[Problem description]:
With no words added or dropped, transcribe the listing that follows.

[Given data]:
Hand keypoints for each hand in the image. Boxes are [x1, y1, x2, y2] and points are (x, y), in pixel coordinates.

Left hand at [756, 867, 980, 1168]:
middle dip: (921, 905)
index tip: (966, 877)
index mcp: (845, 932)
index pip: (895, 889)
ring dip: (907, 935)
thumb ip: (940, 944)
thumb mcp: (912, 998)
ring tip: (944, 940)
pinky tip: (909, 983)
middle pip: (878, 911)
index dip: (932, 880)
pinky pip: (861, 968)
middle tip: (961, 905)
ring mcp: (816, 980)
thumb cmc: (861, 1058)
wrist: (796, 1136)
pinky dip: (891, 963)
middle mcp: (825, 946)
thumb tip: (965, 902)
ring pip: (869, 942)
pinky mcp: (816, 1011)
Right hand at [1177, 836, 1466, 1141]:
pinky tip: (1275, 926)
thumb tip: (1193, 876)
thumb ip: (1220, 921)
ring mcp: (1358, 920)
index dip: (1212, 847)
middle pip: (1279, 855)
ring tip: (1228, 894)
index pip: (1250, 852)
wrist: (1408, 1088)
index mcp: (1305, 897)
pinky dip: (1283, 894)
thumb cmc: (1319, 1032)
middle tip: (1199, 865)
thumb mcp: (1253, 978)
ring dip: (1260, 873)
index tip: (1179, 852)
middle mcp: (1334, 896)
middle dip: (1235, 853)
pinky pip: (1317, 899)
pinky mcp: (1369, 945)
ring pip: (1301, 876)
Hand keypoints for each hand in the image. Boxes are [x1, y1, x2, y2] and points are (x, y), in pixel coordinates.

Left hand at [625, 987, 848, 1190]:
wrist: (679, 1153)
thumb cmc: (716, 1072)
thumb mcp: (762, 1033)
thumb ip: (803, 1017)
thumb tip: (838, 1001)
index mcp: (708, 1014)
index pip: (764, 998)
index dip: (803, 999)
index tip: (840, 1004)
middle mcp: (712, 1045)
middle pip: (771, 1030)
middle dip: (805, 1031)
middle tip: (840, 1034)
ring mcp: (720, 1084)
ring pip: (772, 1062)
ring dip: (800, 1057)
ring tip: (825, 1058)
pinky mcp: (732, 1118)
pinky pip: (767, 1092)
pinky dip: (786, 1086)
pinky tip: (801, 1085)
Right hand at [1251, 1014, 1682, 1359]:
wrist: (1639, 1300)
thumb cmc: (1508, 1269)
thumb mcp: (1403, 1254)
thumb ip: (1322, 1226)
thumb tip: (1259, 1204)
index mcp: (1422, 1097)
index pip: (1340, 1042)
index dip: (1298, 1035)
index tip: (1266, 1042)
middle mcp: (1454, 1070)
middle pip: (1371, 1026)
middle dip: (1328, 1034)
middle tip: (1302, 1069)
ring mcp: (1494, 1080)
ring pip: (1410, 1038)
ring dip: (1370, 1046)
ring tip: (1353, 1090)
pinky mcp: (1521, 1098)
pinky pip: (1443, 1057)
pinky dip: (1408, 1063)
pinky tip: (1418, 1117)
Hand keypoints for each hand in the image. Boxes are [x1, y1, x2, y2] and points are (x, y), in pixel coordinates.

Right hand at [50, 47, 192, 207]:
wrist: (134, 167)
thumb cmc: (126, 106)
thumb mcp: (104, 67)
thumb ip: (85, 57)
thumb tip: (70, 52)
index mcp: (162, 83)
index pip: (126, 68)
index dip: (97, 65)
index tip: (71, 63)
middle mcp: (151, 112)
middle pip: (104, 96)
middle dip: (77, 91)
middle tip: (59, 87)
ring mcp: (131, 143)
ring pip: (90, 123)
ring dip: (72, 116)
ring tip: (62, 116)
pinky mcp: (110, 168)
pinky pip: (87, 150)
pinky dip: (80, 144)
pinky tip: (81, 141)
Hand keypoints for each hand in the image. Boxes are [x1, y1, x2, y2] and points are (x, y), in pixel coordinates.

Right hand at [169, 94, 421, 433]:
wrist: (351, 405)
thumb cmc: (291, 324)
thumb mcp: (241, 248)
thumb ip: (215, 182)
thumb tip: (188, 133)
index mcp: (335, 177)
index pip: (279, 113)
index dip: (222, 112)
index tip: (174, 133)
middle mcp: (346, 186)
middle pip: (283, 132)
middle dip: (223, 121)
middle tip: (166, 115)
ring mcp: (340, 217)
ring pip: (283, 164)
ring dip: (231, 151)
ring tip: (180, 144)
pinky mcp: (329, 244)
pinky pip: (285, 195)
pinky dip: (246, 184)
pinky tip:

[Your response]:
Hand keypoints for each hand in the image. Boxes are [x1, y1, x2, y2] and points are (x, y), in pixel coordinates.

Left hand at [756, 867, 980, 1168]:
middle dip: (921, 905)
index tip: (966, 877)
index mcp: (845, 932)
index pip: (895, 889)
ring dip: (907, 935)
thumb ip: (940, 944)
thumb mcp: (912, 998)
ring tip: (944, 940)
pinky tip: (909, 983)
middle pip: (878, 911)
index dip: (932, 880)
pinky pip: (861, 968)
middle tip: (961, 905)
ring mcp: (816, 980)
thumb cmc: (861, 1058)
wrist: (796, 1136)
pinky dip: (891, 963)
middle mcp: (825, 946)
thumb tip: (965, 902)
ring pip: (869, 942)
pinky mcp: (816, 1011)
Right hand at [1177, 836, 1466, 1141]:
pinky tip: (1275, 926)
thumb tip: (1193, 876)
thumb ip: (1220, 921)
ring mcp: (1358, 920)
index dip: (1212, 847)
middle pip: (1279, 855)
ring tip: (1228, 894)
index pip: (1250, 852)
wrist: (1408, 1088)
index mcp: (1305, 897)
pinky dip: (1283, 894)
thumb cmc: (1319, 1032)
middle tip: (1199, 865)
thumb mcp: (1253, 978)
ring dip: (1260, 873)
index tip: (1179, 852)
middle mcp: (1334, 896)
middle dip: (1235, 853)
pinky pip: (1317, 899)
pinky mcp: (1369, 945)
ring pip: (1301, 876)
Hand keypoints for each hand in the image. Boxes are [x1, y1, x2, y2] and points are (x, y), in pixel coordinates.

Left hand at [625, 987, 848, 1190]:
wrist: (679, 1153)
thumb cmc: (716, 1072)
thumb mcp: (762, 1033)
thumb ip: (803, 1017)
thumb tip: (838, 1001)
index mcp: (708, 1014)
index pip: (764, 998)
index dip: (803, 999)
index tip: (840, 1004)
middle mcp: (712, 1045)
middle pip: (771, 1030)
middle dip: (805, 1031)
middle tip: (840, 1034)
ring mcp: (720, 1084)
ring pip: (772, 1062)
ring dip: (800, 1057)
ring tip: (825, 1058)
pinky mcp: (732, 1118)
pinky pip: (767, 1092)
pinky dip: (786, 1086)
pinky tip: (801, 1085)
Right hand at [1251, 1014, 1682, 1359]:
wrist: (1639, 1300)
thumb cmc: (1508, 1269)
thumb mcp: (1403, 1254)
thumb ip: (1322, 1226)
thumb tip: (1259, 1204)
index mcp: (1422, 1097)
index pip: (1340, 1042)
index dip: (1298, 1035)
index tip: (1266, 1042)
middle mcp: (1454, 1070)
middle pip: (1371, 1026)
middle dip: (1328, 1034)
middle tip: (1302, 1069)
ring mcp: (1494, 1080)
ring pip: (1410, 1038)
ring dip: (1370, 1046)
ring tip: (1353, 1090)
pinky mcp: (1521, 1098)
pinky pip: (1443, 1057)
pinky dip: (1408, 1063)
pinky tip: (1418, 1117)
Hand keypoints for each hand in the image. Boxes are [x1, y1, x2, y2] and points are (x, y), in pixel coordinates.

Right hand at [50, 47, 192, 207]:
wrist: (134, 167)
thumb cmc: (126, 106)
thumb mcp: (104, 67)
thumb ip: (85, 57)
thumb tip: (70, 52)
index mcp: (162, 83)
index pip: (126, 68)
index dip: (97, 65)
index tip: (71, 63)
middle mcp: (151, 112)
middle pip: (104, 96)
middle dip: (77, 91)
middle tip: (59, 87)
ring mcp: (131, 143)
ring pip: (90, 123)
ring dip: (72, 116)
ring tip: (62, 116)
pinky mcp: (110, 168)
pinky pip: (87, 150)
pinky dip: (80, 144)
pinky tip: (81, 141)
Hand keypoints for each hand in the image. Boxes are [x1, y1, x2, y2] and points are (x, y), in pixel coordinates.

Right hand at [169, 94, 421, 433]:
wrist: (351, 405)
thumb cmc: (291, 324)
thumb mcp: (241, 248)
thumb ip: (215, 182)
thumb tip: (188, 133)
index mcp: (335, 177)
index pip: (279, 113)
index dip: (222, 112)
index tip: (174, 133)
middle mcp: (346, 186)
middle pip: (283, 132)
middle dip: (223, 121)
middle tip: (166, 115)
ring mcp: (340, 217)
ring pip: (283, 164)
ring dip: (231, 151)
ring tip: (180, 144)
pinky mcp: (329, 244)
pinky pip: (285, 195)
pinky dip: (246, 184)
pinky tip:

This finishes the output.